O longa se passa trinta anos após os eventos do primeiro filme, acompanhando um novo blade runner, o policial K (Ryan Gosling), do Departamento de Los Angeles. Após desenterrar um segredo que tem o potencial de mergulhar o que sobrou da sociedade em caos, sua descoberta o leva a uma jornada em busca de Rick Deckard (Harisson Ford), um antigo blade runner da LAPD que está desaparecido há três décadas.
O diretor Denis Villeneuve não para de realizar bons filmes. Basta pegar dois filmes de sua fase canadense, Polytechnique e Incêndios, além dos recentes e ótimos A Chegada e Sicario. Isto para não citar (mas já citando) Os Suspeitos e O Homem Duplicado. Aqui o diretor consegue entregar não somente uma sequência que reverencia o primeiro filme mas também tem identidade própria. É um filme de Villeneuve e definitivamente, sua marca pessoal está presente durante o longa.
Em Blade Runner 2049, Villeneuve entrega sua visão definitiva do longa direto nos cinemas. Tudo o que foi pensado está ali, sem versões finais ou edições extras. Uma viagem que inclui uma imersão visual contemplativa e única, diga-se. A câmera não é apressada e se move com elegância, leve o tempo que precisar. Além disso, há uma cena envolvendo sexo que certamente é diferente de tudo o que já vimos no cinema.

Outro fator que é um ponto a favor é a ótima dobradinha com o diretor de fotografia Roger Deakins, que presenteia o público com enquadramentos espetaculares e uma profusão de cores e texturas que sempre tem algo a dizer. Nada é escolhido por mero acaso e as cores conversam com a narrativa, ora assumindo um tom mais frio, ora de uma forma mais quente e saturada.
Nada seria tão eficiente se não fosse destacado o belíssima direção de arte do filme, que segundo o próprio Deakins disse em uma entrevista recente, foi o setor com quem mais trocou ideias sobre o filme. Além disso, os efeitos especiais funcionam, são fluidos e nada soa artificial ou exagerado. As vezes o menos é mais e Villeneuve já provou isso em A Chegada.
A história dá tempo ao tempo para tudo mas nunca é cansativa. Há um investimento considerável para que conheçamos o personagem de Ryan Gosling e ele entrega uma atuação da medida do que o seu personagem pede. A frieza e o cansaço de K são sentidos e isso torna o longa ainda mais atrativo, ao nos conectarmos com seus dramas e anseios.

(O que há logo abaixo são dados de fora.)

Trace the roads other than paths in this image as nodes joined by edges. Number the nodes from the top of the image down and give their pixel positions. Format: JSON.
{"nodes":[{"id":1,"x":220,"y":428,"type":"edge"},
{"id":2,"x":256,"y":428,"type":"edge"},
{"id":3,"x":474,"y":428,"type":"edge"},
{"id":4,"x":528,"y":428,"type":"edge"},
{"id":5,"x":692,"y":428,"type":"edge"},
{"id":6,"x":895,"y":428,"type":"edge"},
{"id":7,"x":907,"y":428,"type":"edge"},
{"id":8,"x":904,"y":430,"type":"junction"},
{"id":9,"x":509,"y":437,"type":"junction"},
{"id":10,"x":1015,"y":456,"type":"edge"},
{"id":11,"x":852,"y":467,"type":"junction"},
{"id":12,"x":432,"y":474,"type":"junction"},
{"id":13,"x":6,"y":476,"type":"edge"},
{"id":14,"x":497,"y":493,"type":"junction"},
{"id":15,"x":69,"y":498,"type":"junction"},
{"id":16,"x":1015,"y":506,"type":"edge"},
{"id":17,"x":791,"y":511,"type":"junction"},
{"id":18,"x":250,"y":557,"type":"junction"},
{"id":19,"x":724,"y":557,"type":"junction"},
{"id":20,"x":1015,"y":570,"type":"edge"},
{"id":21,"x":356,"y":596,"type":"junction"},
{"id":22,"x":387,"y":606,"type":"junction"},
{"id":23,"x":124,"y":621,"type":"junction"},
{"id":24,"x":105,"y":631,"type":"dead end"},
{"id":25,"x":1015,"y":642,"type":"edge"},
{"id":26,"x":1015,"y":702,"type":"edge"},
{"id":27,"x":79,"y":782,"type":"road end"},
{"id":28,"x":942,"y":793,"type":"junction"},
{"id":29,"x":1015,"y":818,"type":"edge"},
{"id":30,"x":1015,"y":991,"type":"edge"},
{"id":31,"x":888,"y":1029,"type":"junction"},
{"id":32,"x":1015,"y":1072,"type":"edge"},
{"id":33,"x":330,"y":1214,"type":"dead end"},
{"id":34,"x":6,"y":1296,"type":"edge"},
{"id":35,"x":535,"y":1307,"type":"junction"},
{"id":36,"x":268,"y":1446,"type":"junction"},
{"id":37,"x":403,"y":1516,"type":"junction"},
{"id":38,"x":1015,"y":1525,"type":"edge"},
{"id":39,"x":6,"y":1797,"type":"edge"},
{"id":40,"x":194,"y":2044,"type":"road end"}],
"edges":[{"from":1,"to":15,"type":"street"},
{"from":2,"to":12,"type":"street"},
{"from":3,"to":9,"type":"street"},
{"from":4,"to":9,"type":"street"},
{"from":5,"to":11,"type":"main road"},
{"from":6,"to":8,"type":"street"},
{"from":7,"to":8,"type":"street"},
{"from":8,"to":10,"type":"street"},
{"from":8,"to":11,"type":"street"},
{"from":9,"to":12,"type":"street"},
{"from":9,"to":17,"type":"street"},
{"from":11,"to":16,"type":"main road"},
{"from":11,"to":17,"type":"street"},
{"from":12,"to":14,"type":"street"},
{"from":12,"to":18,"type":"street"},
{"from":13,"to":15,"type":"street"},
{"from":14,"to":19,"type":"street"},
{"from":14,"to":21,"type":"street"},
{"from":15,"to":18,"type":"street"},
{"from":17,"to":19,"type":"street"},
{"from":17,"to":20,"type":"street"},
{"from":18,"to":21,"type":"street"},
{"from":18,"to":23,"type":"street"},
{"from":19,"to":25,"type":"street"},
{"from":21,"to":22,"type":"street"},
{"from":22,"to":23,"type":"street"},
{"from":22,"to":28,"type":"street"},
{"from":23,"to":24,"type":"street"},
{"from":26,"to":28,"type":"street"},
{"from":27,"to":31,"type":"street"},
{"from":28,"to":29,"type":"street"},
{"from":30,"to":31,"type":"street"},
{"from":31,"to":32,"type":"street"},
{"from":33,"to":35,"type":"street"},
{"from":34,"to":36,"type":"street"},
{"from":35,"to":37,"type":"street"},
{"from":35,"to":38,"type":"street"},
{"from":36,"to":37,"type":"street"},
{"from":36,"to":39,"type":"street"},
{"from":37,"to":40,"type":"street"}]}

O enredo foca pripordialme no policial que tem como principal missão caçar replicantes que vivem escondidos pelo país. Há de se destacar duas coisas em K: além da já citada atuação de Gosling, a jornada pela qual ele precisa percorrer é investigativa e envolvente. Isso torna o longa interessante, ao conservar uma pegada noir, sem perder o estilo futurista implementado anteriormente e aprimorado aqui. Como nada é apressado, isso facilita o envolvimento com o personagem e com o filme. É bom lembrar que cada momento e cada cena precisam ser saboreadas lentamente, sendo K o responsável por essas ações cuidadosamente executadas.
O primeiro Blade Runner é constantemente referenciado através da estética, desde pequenos, porém importantes elementos, até personagens cruciais do filme anterior. Ambos fazem a trama avançar. Isso mostra que a reverência de Villeneuve ao material de origem não torna o filme essencialmente dependente do primeiro longa mas trata a si mesmo como uma continuação a altura do original, com a grandiosidade que 2017 pode proporcionar a um filme de ficção científica. Blade Runner 2049 é a prova de que uma continuação pode ser magnifica e ao mesmo tempo respeitar o material de origem.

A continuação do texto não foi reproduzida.